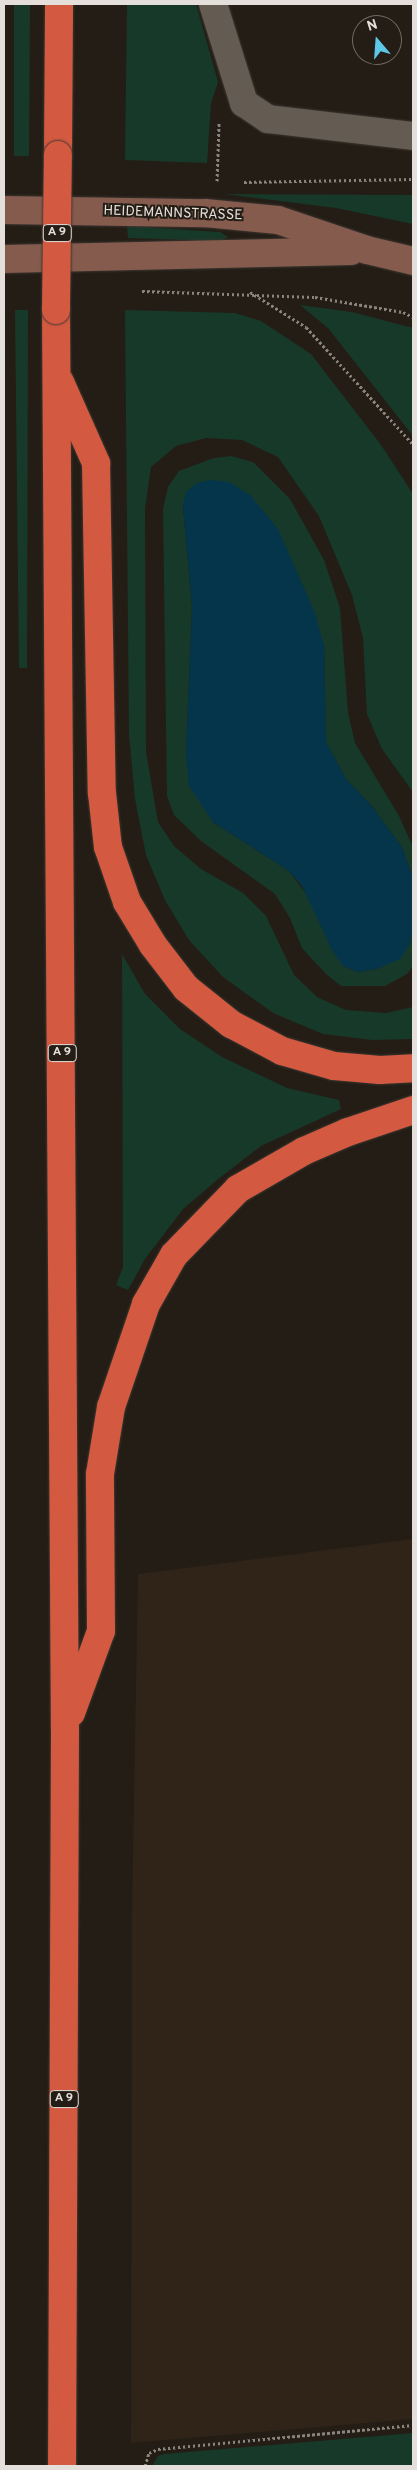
<!DOCTYPE html>
<html>
<head>
<meta charset="utf-8">
<style>
  body { margin:0 }
  #map { position:relative; width:417px; height:2470px; overflow:hidden; background:#241d15; font-family:Overpass,sans-serif }
  div>[style] { position:absolute }
  .built>* { inset:0; background:#2f2417 }
  .green>* { inset:0; background:#173929 }
  .water>* { inset:0; background:#05354b }
  .path>* { height:3px; margin-top:-1.5px; transform-origin:0; background:repeating-linear-gradient(90deg,#8a847e 0 2.5px,transparent 0 5px) }
  .roads { filter:drop-shadow(0 0 1px #3c3732) drop-shadow(0 0 1px #3c3732) }
  .street>* { height:28px; margin:-14px; padding:0 14px; transform-origin:14px; border-radius:14px; background:#645c52 }
  .secondary>* { height:28px; margin:-14px; padding:0 14px; transform-origin:14px; border-radius:14px; background:#855b4d }
  .highway>* { height:28px; margin:-14px; padding:0 14px; transform-origin:14px; border-radius:14px; background:#d35a40 }
  .bridges { filter:drop-shadow(0 0 1px #3c3732) drop-shadow(0 0 1px #3c3732) }
  .highway-bridge>* { height:28px; margin:-14px; padding:0 14px; transform-origin:14px; border-radius:14px; background:#d35a40 }
  span { translate:-50% -50%; white-space:nowrap; text-align:center; line-height:1.15; -webkit-text-stroke:4px #241d15; paint-order:stroke }
  .shield-label span { padding:1px 4px; background:#241d15; border:1px solid; border-radius:4px; -webkit-text-stroke-width:0 }
  .shield-label { font-size:12px; color:#e4dfda; font-weight:700 }
  .street-label { font-size:14px; color:#e4dfda }
  .frame { position:absolute; inset:0; border:5px solid #e4dfda; pointer-events:none }
  .north { position:absolute; left:352px; top:15px; width:50px; height:50px; box-sizing:border-box; background:#241d15; border:1px solid #716b64; border-radius:50%; rotate:342deg; font-size:14px; font-weight:700; line-height:20px; text-align:center; color:#e4dfda }
  .north::after { content:''; display:block; margin:auto; width:18px; height:22px; background:#5dc7e8; clip-path:polygon(50% 0,100% 100%,50% 72%,0 100%) }
</style>
</head>
<body>
<div id="map">
  <div class="built">
    <i style="clip-path:polygon(413px 1539px,413px 2419px,131px 2443px,132px 1913px,138px 1574px)"></i>
  </div>
  <div class="green">
    <i style="clip-path:polygon(14px 4px,30px 4px,29px 156px,14px 156px)"></i>
    <i style="clip-path:polygon(127px 4px,196px 4px,218px 82px,211px 103px,207px 163px,125px 160px)"></i>
    <i style="clip-path:polygon(224px 194px,413px 195px,413px 224px,336px 208px)"></i>
    <i style="clip-path:polygon(127px 226px,220px 232px,228px 237px,220px 241px,128px 238px)"></i>
    <i style="clip-path:polygon(300px 305px,352px 312px,413px 328px,413px 436px,328px 328px)"></i>
    <i style="clip-path:polygon(15px 310px,28px 310px,27px 668px,19px 668px)"></i>
    <i style="clip-path:polygon(125px 310px,235px 313px,261px 321px,311px 354px,381px 445px,413px 494px,413px 792px,382px 749px,367px 714px,363px 638px,352px 595px,319px 516px,278px 457px,242px 440px,206px 438px,176px 446px,151px 467px,145px 508px,146px 752px,158px 822px,174px 846px,201px 869px,243px 893px,266px 916px,294px 975px,317px 997px,346px 1010px,386px 1013px,413px 1007px,413px 1039px,372px 1040px,323px 1034px,273px 1013px,223px 977px,189px 940px,165px 900px,146px 855px,135px 799px,129px 734px)"></i>
    <i style="clip-path:polygon(231px 456px,253px 462px,290px 499px,324px 560px,340px 608px,348px 713px,355px 743px,399px 816px,413px 847px,413px 878px,402px 847px,370px 804px,346px 779px,326px 742px,324px 645px,183px 506px,192px 607px,186px 754px,213px 822px,289px 871px,310px 899px,343px 966px,358px 972px,377px 969px,410px 944px,413px 927px,413px 966px,407px 974px,385px 986px,341px 986px,327px 975px,302px 948px,290px 918px,275px 894px,201px 841px,174px 815px,167px 796px,163px 509px,168px 487px,179px 471px,214px 458px)"></i>
    <i style="clip-path:polygon(122px 954px,145px 994px,180px 1029px,222px 1057px,287px 1088px,339px 1100px,341px 1109px,261px 1146px,217px 1180px,183px 1209px,145px 1259px,128px 1290px,116px 1285px,123px 1267px)"></i>
    <i style="clip-path:polygon(413px 2433px,413px 2466px,152px 2466px,158px 2456px,165px 2454px)"></i>
  </div>
  <div class="water">
    <i style="clip-path:polygon(210px 480px,229px 482px,250px 495px,278px 529px,315px 613px,324px 646px,326px 742px,346px 779px,370px 804px,402px 847px,413px 878px,413px 927px,410px 944px,400px 959px,377px 969px,358px 972px,343px 966px,332px 950px,302px 886px,289px 871px,213px 822px,189px 786px,186px 754px,192px 607px,183px 506px,186px 492px,197px 483px)"></i>
  </div>
  <div class="path">
    <i style="left:217px;top:181px;width:58px;rotate:-88deg"></i>
    <i style="left:244px;top:182px;width:169px;rotate:-1deg"></i>
    <i style="left:142px;top:291px;width:173px;rotate:2deg"></i>
    <i style="left:315px;top:297px;width:89px;rotate:9.7deg"></i>
    <i style="left:403px;top:312px;width:11px;rotate:27deg"></i>
    <i style="left:250px;top:292px;width:66px;rotate:32deg"></i>
    <i style="left:306px;top:327px;width:159px;rotate:47.6deg"></i>
    <i style="left:145px;top:2466px;width:14px;rotate:-73deg"></i>
    <i style="left:149px;top:2453px;width:10px;rotate:-24deg"></i>
    <i style="left:158px;top:2449px;width:256px;rotate:-5.4deg"></i>
  </div>
  <div class="roads">
    <div class="street">
      <i style="left:213px;top:4px;width:104px;rotate:72.6deg"></i>
      <i style="left:244px;top:103px;width:29px;rotate:34deg"></i>
      <i style="left:268px;top:119px;width:146px;rotate:6.7deg"></i>
    </div>
    <div class="secondary">
      <i style="left:4px;top:210px;width:201px;rotate:0.9deg"></i>
      <i style="left:205px;top:213px;width:73px;rotate:5.5deg"></i>
      <i style="left:278px;top:220px;width:94px;rotate:18.6deg"></i>
      <i style="left:367px;top:250px;width:47px;rotate:13.4deg"></i>
      <i style="left:4px;top:259px;width:347px;rotate:-1.3deg"></i>
    </div>
    <div class="highway">
      <i style="left:58px;top:155px;width:151px;rotate:-89.6deg"></i>
      <i style="left:56px;top:310px;width:1421px;rotate:89.64deg"></i>
      <i style="left:65px;top:1731px;width:735px;rotate:90.23deg"></i>
      <i style="left:60px;top:382px;width:89px;rotate:66deg"></i>
      <i style="left:96px;top:463px;width:330px;rotate:89deg"></i>
      <i style="left:102px;top:793px;width:54px;rotate:83.7deg"></i>
      <i style="left:108px;top:847px;width:58px;rotate:70.9deg"></i>
      <i style="left:127px;top:902px;width:50px;rotate:58.8deg"></i>
      <i style="left:153px;top:945px;width:54px;rotate:52.5deg"></i>
      <i style="left:186px;top:988px;width:58px;rotate:38.7deg"></i>
      <i style="left:231px;top:1024px;width:58px;rotate:27.9deg"></i>
      <i style="left:282px;top:1051px;width:54px;rotate:16.1deg"></i>
      <i style="left:334px;top:1066px;width:46px;rotate:5deg"></i>
      <i style="left:380px;top:1070px;width:33px;rotate:-3deg"></i>
      <i style="left:71px;top:1713px;width:87px;rotate:-69.9deg"></i>
      <i style="left:101px;top:1631px;width:157px;rotate:-90.4deg"></i>
      <i style="left:100px;top:1474px;width:68px;rotate:-80.7deg"></i>
      <i style="left:111px;top:1407px;width:109px;rotate:-71.2deg"></i>
      <i style="left:146px;top:1304px;width:56px;rotate:-60.3deg"></i>
      <i style="left:174px;top:1255px;width:92px;rotate:-45.9deg"></i>
      <i style="left:238px;top:1189px;width:76px;rotate:-29.9deg"></i>
      <i style="left:304px;top:1151px;width:48px;rotate:-23.4deg"></i>
      <i style="left:348px;top:1132px;width:69px;rotate:-18.7deg"></i>
    </div>
  </div>
  <div class="bridges">
    <div class="highway-bridge">
      <i style="left:56px;top:310px;width:155px;rotate:-89.3deg"></i>
    </div>
  </div>
  <div class="shield-label">
    <span style="left:57px;top:233px">A 9</span>
    <span style="left:62px;top:1053px">A 9</span>
    <span style="left:64px;top:2099px">A 9</span>
  </div>
  <div class="street-label">
    <span style="left:173px;top:214px;rotate:2deg">HEIDEMANNSTRASSE</span>
  </div>
  <div class="frame"></div>
  <div class="north">N</div>
</div>
</body>
</html>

------

Task details
Say the number of lines in the listing that hold "frame", with no added words.

Solution for this exercise
2